§ **EXERCISE REQUIREMENTS**:
Locate each line of the material that contains "down", then return it.

§ **TASK DATA**:

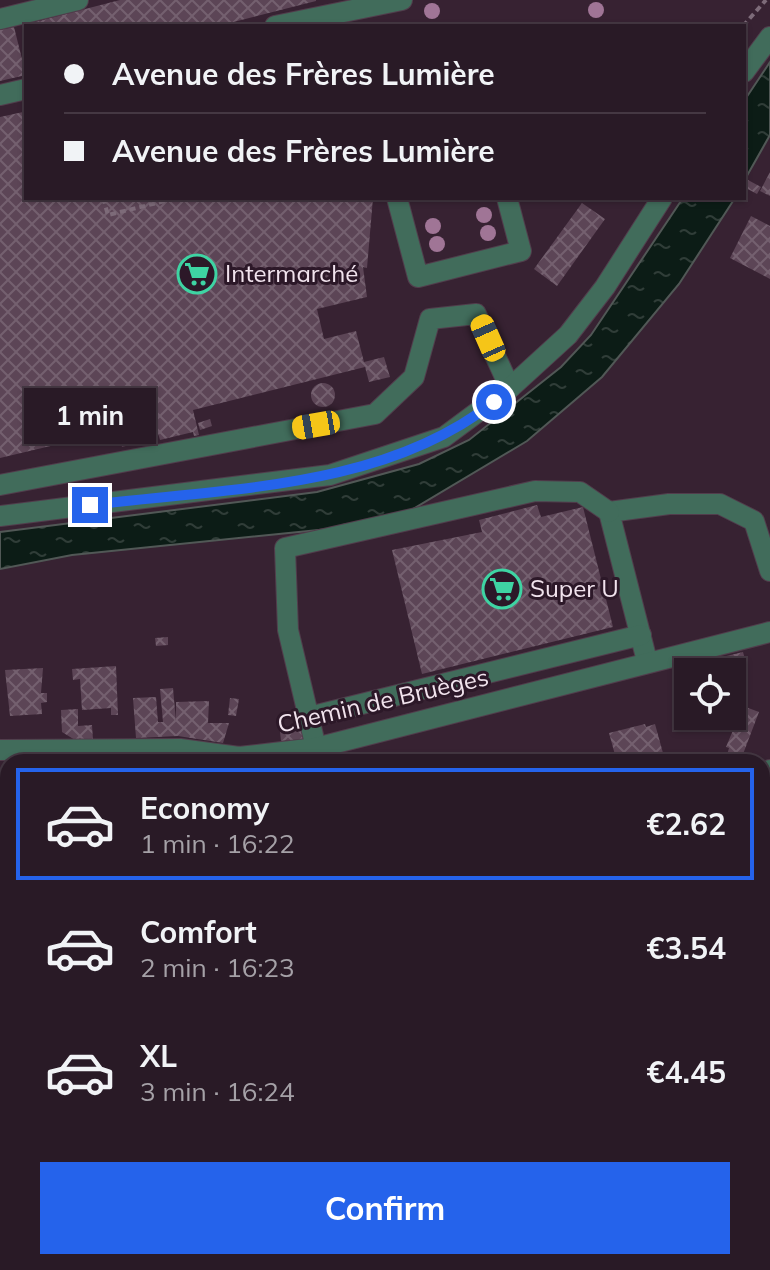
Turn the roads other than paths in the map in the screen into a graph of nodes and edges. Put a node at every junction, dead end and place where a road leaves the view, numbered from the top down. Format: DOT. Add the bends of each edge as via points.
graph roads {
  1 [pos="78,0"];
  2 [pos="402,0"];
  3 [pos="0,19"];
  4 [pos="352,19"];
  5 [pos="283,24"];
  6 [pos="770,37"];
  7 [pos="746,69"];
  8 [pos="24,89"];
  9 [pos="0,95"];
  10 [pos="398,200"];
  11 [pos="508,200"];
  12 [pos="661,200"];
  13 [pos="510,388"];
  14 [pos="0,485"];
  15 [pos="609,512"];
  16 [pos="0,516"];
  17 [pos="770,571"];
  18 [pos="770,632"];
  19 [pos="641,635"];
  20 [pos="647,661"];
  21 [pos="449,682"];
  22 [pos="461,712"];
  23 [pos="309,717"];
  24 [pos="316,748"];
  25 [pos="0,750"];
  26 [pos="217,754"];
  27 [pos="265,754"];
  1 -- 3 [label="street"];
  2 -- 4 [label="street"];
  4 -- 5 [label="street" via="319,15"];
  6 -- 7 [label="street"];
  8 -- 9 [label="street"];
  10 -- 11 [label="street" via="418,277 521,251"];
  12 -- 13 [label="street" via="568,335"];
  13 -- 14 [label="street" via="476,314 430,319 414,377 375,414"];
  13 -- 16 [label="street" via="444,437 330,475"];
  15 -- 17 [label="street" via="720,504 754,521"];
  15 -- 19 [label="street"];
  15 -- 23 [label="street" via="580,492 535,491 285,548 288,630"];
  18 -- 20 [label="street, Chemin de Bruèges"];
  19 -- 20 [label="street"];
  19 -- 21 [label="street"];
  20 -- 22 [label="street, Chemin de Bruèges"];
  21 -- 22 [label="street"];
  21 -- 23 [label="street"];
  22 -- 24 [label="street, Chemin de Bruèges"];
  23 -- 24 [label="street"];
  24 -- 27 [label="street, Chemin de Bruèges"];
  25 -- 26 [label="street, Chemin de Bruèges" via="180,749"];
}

* * *

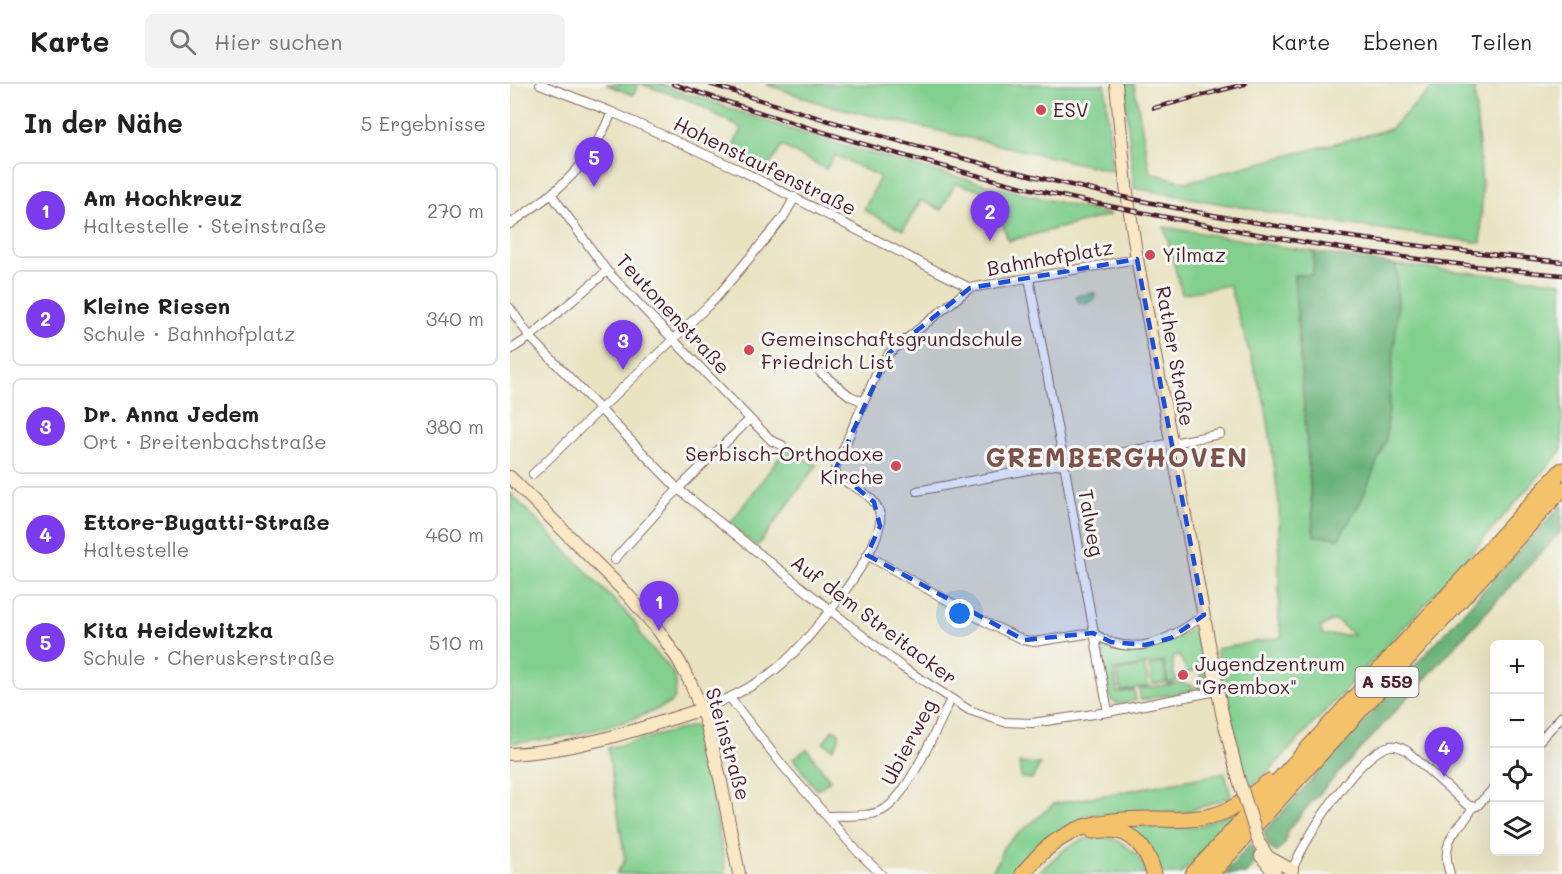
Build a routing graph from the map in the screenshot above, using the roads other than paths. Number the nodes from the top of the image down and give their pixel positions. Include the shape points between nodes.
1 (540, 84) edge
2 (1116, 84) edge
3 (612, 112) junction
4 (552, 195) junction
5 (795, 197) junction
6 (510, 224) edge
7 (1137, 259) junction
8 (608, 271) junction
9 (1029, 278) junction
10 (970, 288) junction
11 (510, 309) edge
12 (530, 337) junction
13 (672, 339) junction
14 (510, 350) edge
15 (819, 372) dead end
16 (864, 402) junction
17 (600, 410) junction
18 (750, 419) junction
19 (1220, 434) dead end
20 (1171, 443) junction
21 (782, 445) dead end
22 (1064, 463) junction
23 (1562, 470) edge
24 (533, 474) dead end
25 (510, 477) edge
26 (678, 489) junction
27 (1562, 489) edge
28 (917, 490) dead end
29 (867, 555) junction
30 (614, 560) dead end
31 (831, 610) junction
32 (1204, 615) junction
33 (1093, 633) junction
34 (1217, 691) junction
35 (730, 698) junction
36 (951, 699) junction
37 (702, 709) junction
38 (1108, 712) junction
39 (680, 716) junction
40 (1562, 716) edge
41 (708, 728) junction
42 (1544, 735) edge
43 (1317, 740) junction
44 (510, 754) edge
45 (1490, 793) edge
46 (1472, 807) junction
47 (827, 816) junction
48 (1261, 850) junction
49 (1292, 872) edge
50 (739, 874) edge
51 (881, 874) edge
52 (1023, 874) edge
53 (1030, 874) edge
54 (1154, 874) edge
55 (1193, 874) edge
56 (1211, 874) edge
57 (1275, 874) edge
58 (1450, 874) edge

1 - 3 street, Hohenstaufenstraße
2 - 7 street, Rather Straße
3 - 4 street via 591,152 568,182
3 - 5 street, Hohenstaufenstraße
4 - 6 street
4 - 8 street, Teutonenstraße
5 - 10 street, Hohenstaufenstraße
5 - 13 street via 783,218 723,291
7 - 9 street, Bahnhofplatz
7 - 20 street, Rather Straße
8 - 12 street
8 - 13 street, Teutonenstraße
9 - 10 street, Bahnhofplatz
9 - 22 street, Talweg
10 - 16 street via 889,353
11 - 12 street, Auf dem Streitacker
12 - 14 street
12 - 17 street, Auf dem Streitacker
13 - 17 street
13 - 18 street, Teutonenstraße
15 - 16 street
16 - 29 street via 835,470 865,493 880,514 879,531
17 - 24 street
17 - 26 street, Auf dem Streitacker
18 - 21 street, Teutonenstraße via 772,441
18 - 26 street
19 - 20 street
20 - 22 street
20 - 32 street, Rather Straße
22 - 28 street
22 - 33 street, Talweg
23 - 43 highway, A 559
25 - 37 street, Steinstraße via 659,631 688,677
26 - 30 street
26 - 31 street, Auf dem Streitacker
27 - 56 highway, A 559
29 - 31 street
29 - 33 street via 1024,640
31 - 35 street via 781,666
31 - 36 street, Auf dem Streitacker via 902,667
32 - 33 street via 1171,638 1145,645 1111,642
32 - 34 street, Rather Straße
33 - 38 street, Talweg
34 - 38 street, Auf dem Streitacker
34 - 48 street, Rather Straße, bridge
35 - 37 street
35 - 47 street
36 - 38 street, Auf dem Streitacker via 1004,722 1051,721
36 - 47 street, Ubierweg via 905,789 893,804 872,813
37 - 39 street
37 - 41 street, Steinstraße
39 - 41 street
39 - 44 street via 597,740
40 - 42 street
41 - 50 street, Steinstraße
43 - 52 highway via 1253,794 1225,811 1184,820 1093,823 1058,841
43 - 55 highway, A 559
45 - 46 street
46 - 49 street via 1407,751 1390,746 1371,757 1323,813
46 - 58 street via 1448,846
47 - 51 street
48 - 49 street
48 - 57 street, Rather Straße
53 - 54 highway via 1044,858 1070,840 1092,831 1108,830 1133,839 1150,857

§ **TASK ANSWER**:
Turn the roads other than paths in the map in the screen into a graph of nodes and edges. Put a node at every junction, dead end and place where a road leaves the view, numbered from the top down. Format: DOT. Add the bends of each edge as via points.
Build a routing graph from the map in the screenshot above, using the roads other than paths. Number the nodes from the top of the image down and give their pixel positions. Include the shape points between nodes.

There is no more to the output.